-As-tu trouvé ce que tu voulais et ce que je t’ai demandé ?
En elle cet acharnement, cette bête vivante, qui lui avait demandé de faire un sacrifice, parce qu'elle avait la peine au cœur. Elle agissait en son nom, elle le savait.
D’ailleurs il le lui dit, caressant ses sens : « c’est la trace du malheur, tu n’as pas à t’en vouloir, il te fallait réagir. C’est pour ça que tu as demandé à ce que je sois là. »

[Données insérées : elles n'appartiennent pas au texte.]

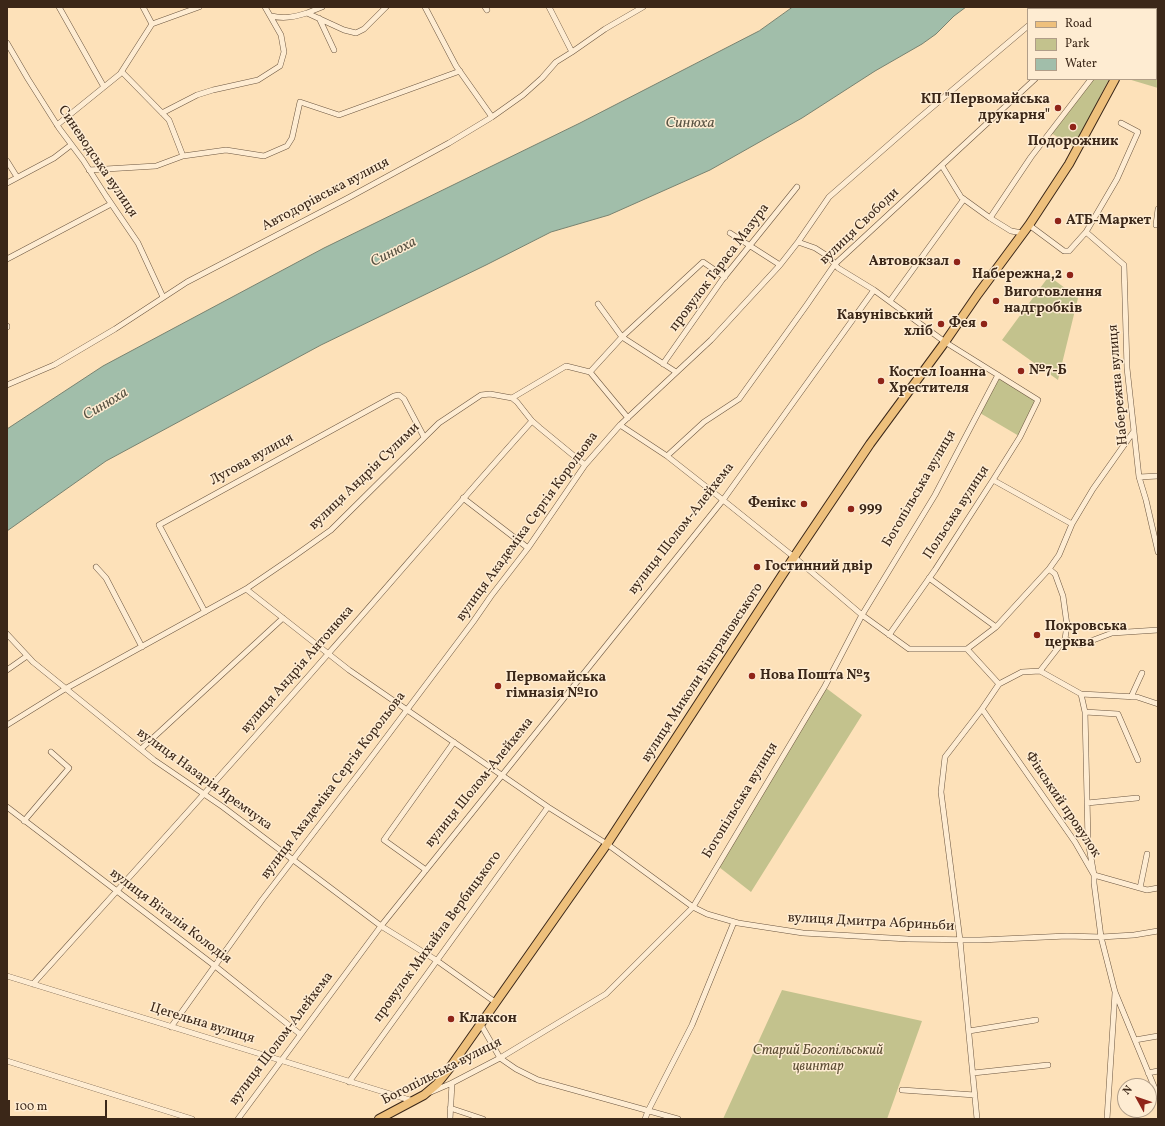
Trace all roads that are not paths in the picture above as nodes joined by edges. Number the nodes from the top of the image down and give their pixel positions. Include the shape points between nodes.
1 (59, 7) edge
2 (143, 7) edge
3 (198, 7) edge
4 (264, 7) edge
5 (322, 7) edge
6 (386, 7) edge
7 (425, 7) edge
8 (549, 7) edge
9 (643, 7) edge
10 (307, 13) junction
11 (271, 16) junction
12 (319, 18) junction
13 (152, 24) junction
14 (1027, 27) edge
15 (7, 43) edge
16 (334, 50) dead end
17 (572, 52) junction
18 (460, 71) junction
19 (122, 72) junction
20 (1034, 80) edge
21 (1090, 80) edge
22 (1114, 80) edge
23 (104, 87) junction
24 (162, 113) junction
25 (492, 117) junction
26 (1121, 123) dead end
27 (57, 125) junction
28 (72, 145) junction
29 (183, 156) junction
30 (7, 161) edge
31 (942, 166) junction
32 (89, 170) junction
33 (17, 177) junction
34 (7, 183) edge
35 (797, 187) dead end
36 (964, 199) junction
37 (111, 204) junction
38 (1158, 209) edge
39 (990, 218) junction
40 (1029, 225) junction
41 (1156, 225) dead end
42 (1086, 232) junction
43 (730, 233) dead end
44 (1023, 233) junction
45 (798, 242) junction
46 (750, 245) junction
47 (7, 259) edge
48 (835, 264) junction
49 (780, 265) junction
50 (725, 277) junction
51 (874, 290) junction
52 (163, 297) junction
53 (890, 302) junction
54 (598, 304) dead end
55 (622, 337) junction
56 (945, 342) junction
57 (663, 364) junction
58 (590, 372) junction
59 (676, 372) junction
60 (998, 375) junction
61 (7, 385) edge
62 (512, 398) junction
63 (628, 418) junction
64 (532, 421) junction
65 (620, 425) junction
66 (1134, 431) junction
67 (424, 437) junction
68 (667, 456) junction
69 (585, 465) junction
70 (1158, 476) edge
71 (1139, 477) junction
72 (993, 480) junction
73 (463, 498) junction
74 (723, 500) junction
75 (1072, 524) junction
76 (528, 548) junction
77 (1158, 552) edge
78 (794, 557) junction
79 (96, 568) dead end
80 (1049, 569) junction
81 (929, 578) junction
82 (246, 589) junction
83 (205, 612) junction
84 (862, 615) junction
85 (282, 618) junction
86 (996, 626) junction
87 (1158, 630) edge
88 (7, 634) edge
89 (889, 635) junction
90 (1065, 639) junction
91 (142, 647) junction
92 (967, 649) junction
93 (328, 654) junction
94 (27, 656) junction
95 (7, 670) edge
96 (1040, 671) junction
97 (1142, 673) dead end
98 (999, 684) junction
99 (65, 689) junction
100 (1081, 694) junction
101 (1131, 697) junction
102 (1158, 704) edge
103 (982, 709) junction
104 (407, 710) junction
105 (1085, 712) junction
106 (7, 725) edge
107 (454, 742) junction
108 (141, 750) junction
109 (51, 752) dead end
110 (1138, 760) dead end
111 (501, 775) junction
112 (204, 794) junction
113 (1137, 798) dead end
114 (1087, 803) junction
115 (7, 807) edge
116 (548, 807) junction
117 (24, 820) junction
118 (607, 844) junction
119 (1147, 854) dead end
120 (293, 859) junction
121 (426, 870) junction
122 (1094, 874) junction
123 (1140, 888) junction
124 (1158, 888) edge
125 (116, 892) junction
126 (693, 907) junction
127 (734, 922) junction
128 (381, 926) junction
129 (1158, 931) edge
130 (1101, 937) junction
131 (960, 940) junction
132 (436, 960) junction
133 (215, 966) junction
134 (7, 976) edge
135 (33, 984) junction
136 (1115, 992) junction
137 (495, 1002) junction
138 (1036, 1020) dead end
139 (480, 1023) junction
140 (171, 1027) junction
141 (969, 1031) junction
142 (300, 1034) junction
143 (1158, 1036) edge
144 (1135, 1040) junction
145 (500, 1058) junction
146 (280, 1060) junction
147 (7, 1061) edge
148 (1048, 1065) dead end
149 (1158, 1071) edge
150 (973, 1073) junction
151 (1148, 1073) junction
152 (349, 1082) junction
153 (452, 1083) junction
154 (902, 1090) dead end
155 (424, 1095) junction
156 (975, 1095) junction
157 (1158, 1096) edge
158 (413, 1101) junction
159 (450, 1108) junction
160 (648, 1111) junction
161 (192, 1119) edge
162 (238, 1119) edge
163 (379, 1119) edge
164 (450, 1119) edge
165 (483, 1119) edge
166 (645, 1119) edge
167 (678, 1119) edge
168 (978, 1119) edge
169 (1107, 1119) edge

1 - 23 street
2 - 13 street
3 - 13 street
4 - 11 street
5 - 10 street
6 - 12 street via 364,29 356,33
7 - 18 street
8 - 17 street
9 - 17 street, Автодорівська вулиця
10 - 11 street via 292,18
10 - 12 street
11 - 24 street via 280,35 284,52 280,66 258,80 197,95
12 - 16 street
13 - 19 street
14 - 45 street, вулиця Академіка Сергія Корольова via 830,196
15 - 27 street, Синеводська вулиця
17 - 25 street, Автодорівська вулиця via 556,62 523,95
18 - 25 street
18 - 29 street via 339,115 300,102 292,138 287,146 264,156 226,150
19 - 23 street
19 - 24 street
20 - 31 street, вулиця Свободи
21 - 39 street via 1030,157
22 - 40 main road, вулиця Миколи Вінграновського via 1069,164
23 - 27 street
24 - 29 street via 169,120
25 - 52 street, Автодорівська вулиця via 450,143
26 - 42 street via 1138,132 1117,179
27 - 28 street, Синеводська вулиця
28 - 32 street, Синеводська вулиця
28 - 33 street via 54,158
29 - 32 street via 156,166
30 - 33 street
31 - 36 street
31 - 48 street, вулиця Свободи
32 - 37 street, Синеводська вулиця
33 - 34 street
35 - 46 street, провулок Тараса Мазура
36 - 39 street
36 - 53 street
37 - 47 street
37 - 52 street, Синеводська вулиця via 138,243
38 - 41 street
39 - 44 street via 1011,231
40 - 42 street via 1064,251 1069,251
40 - 44 main road, вулиця Миколи Вінграновського
42 - 66 street, Набережна вулиця via 1124,265 1127,368
43 - 46 street
44 - 56 main road, вулиця Миколи Вінграновського
45 - 48 street via 815,248
45 - 49 street, вулиця Академіка Сергія Корольова
46 - 49 street
46 - 50 street, провулок Тараса Мазура
48 - 51 street
48 - 68 street, вулиця Свободи via 738,399 704,422
49 - 59 street, вулиця Академіка Сергія Корольова via 711,340
50 - 55 street via 703,262
50 - 57 street, провулок Тараса Мазура
51 - 53 street
51 - 74 street, вулиця Шолом-Алейхема
52 - 61 street, Автодорівська вулиця via 54,365
53 - 56 street
54 - 55 street
55 - 57 street
55 - 58 street
56 - 60 street
56 - 78 main road, вулиця Миколи Вінграновського via 870,444
57 - 59 street
58 - 62 street via 566,366
58 - 63 street
59 - 63 street, вулиця Академіка Сергія Корольова
60 - 72 street, Польська вулиця via 1038,400 1020,437
60 - 84 street, Богопільська вулиця via 935,495
62 - 64 street
62 - 67 street, вулиця Андрія Сулими via 481,395 439,423
63 - 65 street, вулиця Академіка Сергія Корольова
64 - 69 street
64 - 73 street, вулиця Андрія Антонюка
65 - 68 street
65 - 69 street, вулиця Академіка Сергія Корольова
66 - 71 street, Набережна вулиця
66 - 75 street
67 - 82 street, вулиця Андрія Сулими via 331,530
67 - 83 street, Лугова вулиця via 404,399 399,395 394,396 159,525
68 - 74 street
69 - 76 street, вулиця Академіка Сергія Корольова
70 - 71 street
71 - 77 street, Набережна вулиця
72 - 75 street
72 - 81 street, Польська вулиця
73 - 76 street
73 - 93 street, вулиця Андрія Антонюка
74 - 78 street
74 - 111 street, вулиця Шолом-Алейхема
75 - 80 street via 1059,555
76 - 104 street, вулиця Академіка Сергія Корольова
78 - 84 street
78 - 118 main road, вулиця Миколи Вінграновського
79 - 91 street via 106,578
80 - 86 street
80 - 90 street via 1055,574 1062,596 1067,625
81 - 86 street
81 - 89 street, Польська вулиця
82 - 83 street, вулиця Андрія Сулими
82 - 85 street, вулиця Дмитра Абриньби
83 - 91 street, вулиця Андрія Сулими
84 - 89 street
84 - 126 street, Богопільська вулиця via 825,686
85 - 93 street, вулиця Дмитра Абриньби
85 - 108 street
86 - 92 street
87 - 90 street via 1112,633 1080,645
88 - 94 street, вулиця Назарія Яремчука
89 - 92 street via 909,648
90 - 96 street
91 - 99 street, вулиця Андрія Сулими
92 - 98 street
93 - 104 street, вулиця Дмитра Абриньби
93 - 112 street, вулиця Андрія Антонюка
94 - 95 street
94 - 99 street, вулиця Назарія Яремчука
96 - 98 street via 1022,672
96 - 100 street
97 - 101 street
98 - 103 street
99 - 106 street, вулиця Андрія Сулими
99 - 108 street, вулиця Назарія Яремчука
100 - 101 street
100 - 105 street
101 - 102 street
103 - 122 street, Фінський провулок via 1075,842
103 - 131 street via 945,757 941,792
104 - 107 street, вулиця Дмитра Абриньби
104 - 120 street, вулиця Академіка Сергія Корольова
105 - 110 street via 1118,714
105 - 114 street
107 - 111 street, вулиця Дмитра Абриньби
107 - 121 street via 384,840
108 - 112 street, вулиця Назарія Яремчука
109 - 117 street via 69,768
111 - 116 street, вулиця Дмитра Абриньби
111 - 121 street, вулиця Шолом-Алейхема
112 - 120 street, вулиця Назарія Яремчука
112 - 125 street, вулиця Андрія Антонюка
113 - 114 street
114 - 122 street via 1088,841
115 - 117 street, вулиця Віталія Колодія
116 - 118 street, вулиця Дмитра Абриньби
116 - 132 street, провулок Михайла Вербицького
117 - 125 street, вулиця Віталія Колодія
118 - 126 street, вулиця Дмитра Абриньби
118 - 137 main road, вулиця Миколи Вінграновського
119 - 123 street
120 - 128 street, вулиця Назарія Яремчука
120 - 133 street, вулиця Академіка Сергія Корольова
121 - 128 street, вулиця Шолом-Алейхема
122 - 123 street, Фінський провулок
122 - 130 street
123 - 124 street, Фінський провулок
125 - 133 street, вулиця Віталія Колодія
125 - 135 street, вулиця Андрія Антонюка
126 - 127 street, вулиця Дмитра Абриньби
126 - 145 street, Богопільська вулиця via 606,994
127 - 131 street, вулиця Дмитра Абриньби via 803,933
127 - 160 street via 692,1025
128 - 132 street, вулиця Назарія Яремчука
128 - 142 street, вулиця Шолом-Алейхема
129 - 130 street, вулиця Дмитра Абриньби
130 - 131 street, вулиця Дмитра Абриньби
130 - 136 street
131 - 141 street
132 - 137 street, вулиця Назарія Яремчука
132 - 152 street, провулок Михайла Вербицького
133 - 140 street, вулиця Академіка Сергія Корольова
133 - 142 street, вулиця Віталія Колодія
134 - 135 street, Цегельна вулиця
135 - 140 street, Цегельна вулиця
136 - 144 street
136 - 169 street
137 - 139 main road, вулиця Миколи Вінграновського
138 - 141 street
139 - 145 street
139 - 155 main road, вулиця Миколи Вінграновського via 441,1079
140 - 146 street, Цегельна вулиця
141 - 150 street
142 - 146 street, вулиця Шолом-Алейхема
143 - 144 street
144 - 151 street
145 - 153 street, Богопільська вулиця
145 - 160 street via 538,1080
146 - 152 street, Цегельна вулиця
146 - 162 street, вулиця Шолом-Алейхема
147 - 161 street
148 - 150 street
149 - 151 street
150 - 156 street
151 - 157 street
152 - 158 street, Цегельна вулиця
153 - 155 street, Богопільська вулиця
153 - 159 street
154 - 156 street
155 - 158 main road, Богопільська вулиця
156 - 168 street
158 - 163 main road, Богопільська вулиця
159 - 164 street
159 - 165 street
160 - 166 street
160 - 167 street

Le lièvre devant moi. La forêt tout autour, mais que je ne voyais pas. Le lièvre, il me fallait le tuer.
« -Sens-tu à quel point tu peux lui transmettre ta douleur ? Sacrifie-le. C’est ainsi que cela ne renaîtra jamais en toi. »
Les bêtes étaient revenues chez l'autre femme qui était éteinte au monde. Elles se sont éparpillés de la blessure qui était toujours là, tapie, qui était son propre animal au cœur, mais qu’elle n’avait pas apprivoisé. Ses bêtes étaient encore plus laides que la blessure originelle, qui à force d’être béante, s’était salie, constituée d’une multitude de débris écorchants, s’était agrippée aux ronces et aux graviers, à tout ce qui pouvait encore plus blesser. Elle était devenue sa propre blessure.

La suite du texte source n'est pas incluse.